Background
Currently have a console app that gets email from 0365 outlook account, I am using the outlook api 2.0
Problem
I am accessing the email's body using the api, however the body comes in as a html string. I am using my go to regex functionality which removes the html tags, however outlook adds a css class to to their Html which is basically making my regex expression obsolete.
Code
string body = "<html>
<head>
<meta http-equiv="Content-Type" content="text/html; charset=utf-8">
<meta content="text/html; charset=us-ascii">
<meta name="Generator" content="Microsoft Word 15 (filtered medium)">
<style>
<!--
@font-face
{font-family:"Cambria Math"}
@font-face
{font-family:Calibri}
p.MsoNormal, li.MsoNormal, div.MsoNormal
{margin:0in;
margin-bottom:.0001pt;
font-size:11.0pt;
font-family:"Calibri",sans-serif}
a:link, span.MsoHyperlink
{color:#0563C1;
text-decoration:underline}
a:visited, span.MsoHyperlinkFollowed
{color:#954F72;
text-decoration:underline}
span.EmailStyle17
{font-family:"Calibri",sans-serif;
color:windowtext}
.MsoChpDefault
{font-family:"Calibri",sans-serif}
@page WordSection1
{margin:1.0in 1.0in 1.0in 1.0in}
div.WordSection1
{}
-->
</style>
</head>
<body lang="EN-US" link="#0563C1" vlink="#954F72">
<div class="WordSection1">
<p class="MsoNormal"> </p>
</div>
<hr>
<p><b>Confidentiality Notice:</b> This e-mail is intended only for the addressee named above.
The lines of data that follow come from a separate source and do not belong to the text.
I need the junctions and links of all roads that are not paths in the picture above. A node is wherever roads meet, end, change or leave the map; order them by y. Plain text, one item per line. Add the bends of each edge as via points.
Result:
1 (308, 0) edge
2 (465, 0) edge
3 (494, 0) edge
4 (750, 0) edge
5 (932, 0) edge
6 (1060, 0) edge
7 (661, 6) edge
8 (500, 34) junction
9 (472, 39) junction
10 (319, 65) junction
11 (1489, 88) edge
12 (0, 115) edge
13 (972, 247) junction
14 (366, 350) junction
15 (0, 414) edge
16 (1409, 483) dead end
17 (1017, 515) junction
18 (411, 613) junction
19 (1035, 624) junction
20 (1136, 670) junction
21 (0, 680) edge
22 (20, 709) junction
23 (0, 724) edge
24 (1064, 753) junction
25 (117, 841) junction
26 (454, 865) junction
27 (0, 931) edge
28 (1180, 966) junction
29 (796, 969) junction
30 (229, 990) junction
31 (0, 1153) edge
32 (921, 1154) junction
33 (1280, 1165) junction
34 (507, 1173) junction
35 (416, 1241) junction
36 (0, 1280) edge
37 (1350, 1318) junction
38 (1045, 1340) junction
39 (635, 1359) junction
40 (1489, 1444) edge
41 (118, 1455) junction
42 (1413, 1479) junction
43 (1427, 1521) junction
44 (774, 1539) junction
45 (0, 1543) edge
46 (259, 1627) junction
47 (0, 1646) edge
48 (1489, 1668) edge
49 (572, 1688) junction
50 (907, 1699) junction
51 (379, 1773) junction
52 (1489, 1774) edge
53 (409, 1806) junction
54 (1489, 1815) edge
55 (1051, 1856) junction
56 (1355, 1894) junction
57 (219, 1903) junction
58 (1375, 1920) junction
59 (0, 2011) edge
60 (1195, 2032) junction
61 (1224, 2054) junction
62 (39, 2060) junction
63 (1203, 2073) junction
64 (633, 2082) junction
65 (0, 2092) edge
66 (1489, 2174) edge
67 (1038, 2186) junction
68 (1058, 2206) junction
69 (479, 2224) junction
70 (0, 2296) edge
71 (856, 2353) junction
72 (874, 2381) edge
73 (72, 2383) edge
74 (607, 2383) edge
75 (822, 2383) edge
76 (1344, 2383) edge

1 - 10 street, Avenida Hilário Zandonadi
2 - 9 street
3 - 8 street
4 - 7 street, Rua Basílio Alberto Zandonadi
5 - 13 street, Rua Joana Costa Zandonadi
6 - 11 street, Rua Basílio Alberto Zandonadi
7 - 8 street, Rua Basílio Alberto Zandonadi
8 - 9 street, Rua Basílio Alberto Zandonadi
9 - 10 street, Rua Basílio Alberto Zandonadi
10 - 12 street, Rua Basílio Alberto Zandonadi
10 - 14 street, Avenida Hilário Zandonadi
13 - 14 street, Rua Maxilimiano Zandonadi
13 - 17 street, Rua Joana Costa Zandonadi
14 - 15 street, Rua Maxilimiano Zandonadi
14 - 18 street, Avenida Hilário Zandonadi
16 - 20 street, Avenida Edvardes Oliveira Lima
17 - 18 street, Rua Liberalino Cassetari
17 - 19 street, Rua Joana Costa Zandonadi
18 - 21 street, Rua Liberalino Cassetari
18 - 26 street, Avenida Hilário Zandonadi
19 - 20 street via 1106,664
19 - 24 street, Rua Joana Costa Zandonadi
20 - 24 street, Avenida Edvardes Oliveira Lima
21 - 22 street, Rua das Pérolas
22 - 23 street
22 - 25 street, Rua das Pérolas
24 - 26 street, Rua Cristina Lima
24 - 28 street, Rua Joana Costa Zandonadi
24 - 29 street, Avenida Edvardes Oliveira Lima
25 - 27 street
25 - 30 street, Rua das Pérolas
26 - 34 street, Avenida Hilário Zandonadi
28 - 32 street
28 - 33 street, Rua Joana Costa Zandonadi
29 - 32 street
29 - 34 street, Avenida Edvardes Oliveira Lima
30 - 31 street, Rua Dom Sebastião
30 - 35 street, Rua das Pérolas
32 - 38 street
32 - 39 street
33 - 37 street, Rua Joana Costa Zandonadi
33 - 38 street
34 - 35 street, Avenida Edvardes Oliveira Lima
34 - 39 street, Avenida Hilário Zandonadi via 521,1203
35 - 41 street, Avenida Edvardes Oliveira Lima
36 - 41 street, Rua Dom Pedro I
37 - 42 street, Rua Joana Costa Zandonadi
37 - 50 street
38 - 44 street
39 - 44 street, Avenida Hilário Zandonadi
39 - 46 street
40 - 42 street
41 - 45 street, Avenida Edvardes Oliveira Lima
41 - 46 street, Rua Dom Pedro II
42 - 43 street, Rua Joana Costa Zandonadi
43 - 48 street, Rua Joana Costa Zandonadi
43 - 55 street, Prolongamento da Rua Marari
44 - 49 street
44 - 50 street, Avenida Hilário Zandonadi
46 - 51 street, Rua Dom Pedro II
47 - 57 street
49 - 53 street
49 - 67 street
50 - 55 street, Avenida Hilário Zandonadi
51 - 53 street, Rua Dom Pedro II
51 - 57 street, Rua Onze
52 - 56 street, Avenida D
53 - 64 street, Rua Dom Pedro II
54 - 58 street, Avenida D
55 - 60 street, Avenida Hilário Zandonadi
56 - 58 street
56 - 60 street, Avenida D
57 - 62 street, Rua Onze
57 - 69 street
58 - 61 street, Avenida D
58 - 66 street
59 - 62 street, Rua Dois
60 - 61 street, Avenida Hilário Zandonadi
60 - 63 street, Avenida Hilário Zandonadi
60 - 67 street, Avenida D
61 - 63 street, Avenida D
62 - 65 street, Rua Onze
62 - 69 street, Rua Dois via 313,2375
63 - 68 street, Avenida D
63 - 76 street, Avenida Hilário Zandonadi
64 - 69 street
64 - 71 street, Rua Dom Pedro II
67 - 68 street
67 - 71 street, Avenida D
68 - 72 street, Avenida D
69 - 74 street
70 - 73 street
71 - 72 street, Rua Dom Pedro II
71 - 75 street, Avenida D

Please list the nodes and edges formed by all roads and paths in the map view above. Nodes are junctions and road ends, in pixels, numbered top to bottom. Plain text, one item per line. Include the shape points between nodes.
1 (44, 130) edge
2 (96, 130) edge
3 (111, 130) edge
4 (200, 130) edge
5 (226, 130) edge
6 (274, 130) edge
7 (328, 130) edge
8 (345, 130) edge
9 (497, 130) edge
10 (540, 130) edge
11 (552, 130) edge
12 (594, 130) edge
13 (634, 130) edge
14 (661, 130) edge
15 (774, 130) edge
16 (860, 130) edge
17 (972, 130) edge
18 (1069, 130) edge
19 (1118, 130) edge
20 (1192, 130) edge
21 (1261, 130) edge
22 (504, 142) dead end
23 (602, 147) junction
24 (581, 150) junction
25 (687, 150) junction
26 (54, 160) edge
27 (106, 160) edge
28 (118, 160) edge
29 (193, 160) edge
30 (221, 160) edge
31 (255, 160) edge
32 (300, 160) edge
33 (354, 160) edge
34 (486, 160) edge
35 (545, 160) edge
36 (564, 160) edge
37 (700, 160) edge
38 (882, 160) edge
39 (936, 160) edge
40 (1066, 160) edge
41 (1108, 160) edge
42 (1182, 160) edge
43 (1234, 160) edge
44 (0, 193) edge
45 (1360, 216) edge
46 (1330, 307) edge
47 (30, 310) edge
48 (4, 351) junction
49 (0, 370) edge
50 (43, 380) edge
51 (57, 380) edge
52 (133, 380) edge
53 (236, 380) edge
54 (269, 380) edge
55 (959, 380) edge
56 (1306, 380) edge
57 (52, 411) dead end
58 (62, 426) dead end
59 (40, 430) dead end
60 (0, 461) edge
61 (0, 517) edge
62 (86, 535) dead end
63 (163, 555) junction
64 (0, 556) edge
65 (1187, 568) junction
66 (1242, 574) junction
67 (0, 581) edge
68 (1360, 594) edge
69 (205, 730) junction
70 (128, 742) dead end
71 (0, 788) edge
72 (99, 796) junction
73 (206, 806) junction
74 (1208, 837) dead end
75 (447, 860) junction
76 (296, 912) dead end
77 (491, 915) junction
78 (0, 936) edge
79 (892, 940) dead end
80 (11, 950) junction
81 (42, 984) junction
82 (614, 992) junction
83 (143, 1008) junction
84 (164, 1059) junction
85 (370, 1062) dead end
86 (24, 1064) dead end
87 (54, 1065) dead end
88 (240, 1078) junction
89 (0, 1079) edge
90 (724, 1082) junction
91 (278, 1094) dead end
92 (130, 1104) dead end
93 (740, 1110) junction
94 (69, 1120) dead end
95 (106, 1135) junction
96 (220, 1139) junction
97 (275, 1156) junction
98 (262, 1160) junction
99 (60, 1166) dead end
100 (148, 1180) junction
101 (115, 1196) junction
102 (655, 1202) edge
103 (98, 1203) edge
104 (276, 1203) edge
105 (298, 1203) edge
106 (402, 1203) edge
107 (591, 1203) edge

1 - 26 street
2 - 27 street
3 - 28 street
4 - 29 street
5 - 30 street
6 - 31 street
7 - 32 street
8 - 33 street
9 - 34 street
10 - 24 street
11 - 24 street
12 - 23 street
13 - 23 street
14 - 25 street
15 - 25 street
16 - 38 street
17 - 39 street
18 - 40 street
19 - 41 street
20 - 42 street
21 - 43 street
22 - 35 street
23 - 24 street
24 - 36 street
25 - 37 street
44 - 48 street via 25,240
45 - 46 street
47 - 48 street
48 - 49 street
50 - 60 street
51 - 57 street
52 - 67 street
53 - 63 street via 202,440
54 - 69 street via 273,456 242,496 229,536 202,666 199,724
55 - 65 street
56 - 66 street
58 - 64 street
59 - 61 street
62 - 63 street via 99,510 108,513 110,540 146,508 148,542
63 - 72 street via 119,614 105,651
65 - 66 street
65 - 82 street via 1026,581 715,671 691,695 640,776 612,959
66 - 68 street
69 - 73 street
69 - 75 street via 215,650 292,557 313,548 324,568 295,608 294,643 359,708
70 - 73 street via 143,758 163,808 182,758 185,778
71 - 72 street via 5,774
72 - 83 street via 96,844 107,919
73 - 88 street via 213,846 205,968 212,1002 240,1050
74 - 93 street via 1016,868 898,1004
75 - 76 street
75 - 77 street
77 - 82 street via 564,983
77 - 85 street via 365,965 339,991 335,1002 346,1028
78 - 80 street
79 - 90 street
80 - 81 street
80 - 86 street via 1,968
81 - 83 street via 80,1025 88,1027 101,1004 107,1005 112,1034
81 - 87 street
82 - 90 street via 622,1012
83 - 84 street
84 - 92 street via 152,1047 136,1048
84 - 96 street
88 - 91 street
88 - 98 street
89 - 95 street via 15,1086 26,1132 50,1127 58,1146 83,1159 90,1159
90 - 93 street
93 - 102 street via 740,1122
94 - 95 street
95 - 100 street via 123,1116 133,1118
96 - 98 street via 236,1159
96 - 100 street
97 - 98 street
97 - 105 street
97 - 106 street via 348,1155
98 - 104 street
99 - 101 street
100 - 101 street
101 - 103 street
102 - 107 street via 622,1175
It contains information that is privileged, confidential or otherwise protected from use and disclosure. If you are not the intended recipient, you are hereby notified
that any review, disclosure, copying, or dissemination of this transmission, or taking of any action in reliance on its contents, or other use is strictly prohibited. If you have received this transmission in error, please reply to the sender listed above
immediately and permanently delete this message from your inbox. Thank you for your cooperation.</p>
</body>
</html>
";
string viewString1 = Regex.Replace(body, "<.*?>", string.Empty);
string viewString12 = viewString1.Replace(" ", string.Empty);
Results from my Regular expression
<!--
@font-face
{font-family:"Cambria Math"}
@font-face
{font-family:Calibri}
p.MsoNormal, li.MsoNormal, div.MsoNormal
{margin:0in;
margin-bottom:.0001pt;
font-size:11.0pt;
font-family:"Calibri",sans-serif}
a:link, span.MsoHyperlink
{color:#0563C1;
text-decoration:underline}
a:visited, span.MsoHyperlinkFollowed
{color:#954F72;
text-decoration:underline}
span.EmailStyle17
{font-family:"Calibri",sans-serif;
color:windowtext}
.MsoChpDefault
{font-family:"Calibri",sans-serif}
@page WordSection1
{margin:1.0in 1.0in 1.0in 1.0in}
div.WordSection1
{}
-->
Confidentiality Notice: This e-mail is intended only for the addressee named above. It contains information that is privileged, confidential or otherwise protected from use and disclosure. If you are not the intended recipient, you are hereby notified
that any review, disclosure, copying, or dissemination of this transmission, or taking of any action in reliance on its contents, or other use is strictly prohibited. If you have received this transmission in error, please reply to the sender listed above
immediately and permanently delete this message from your inbox. Thank you for your cooperation.
Objective
I will need to able strip html tags from the string, and also remove the css classes which outlook places in to the body.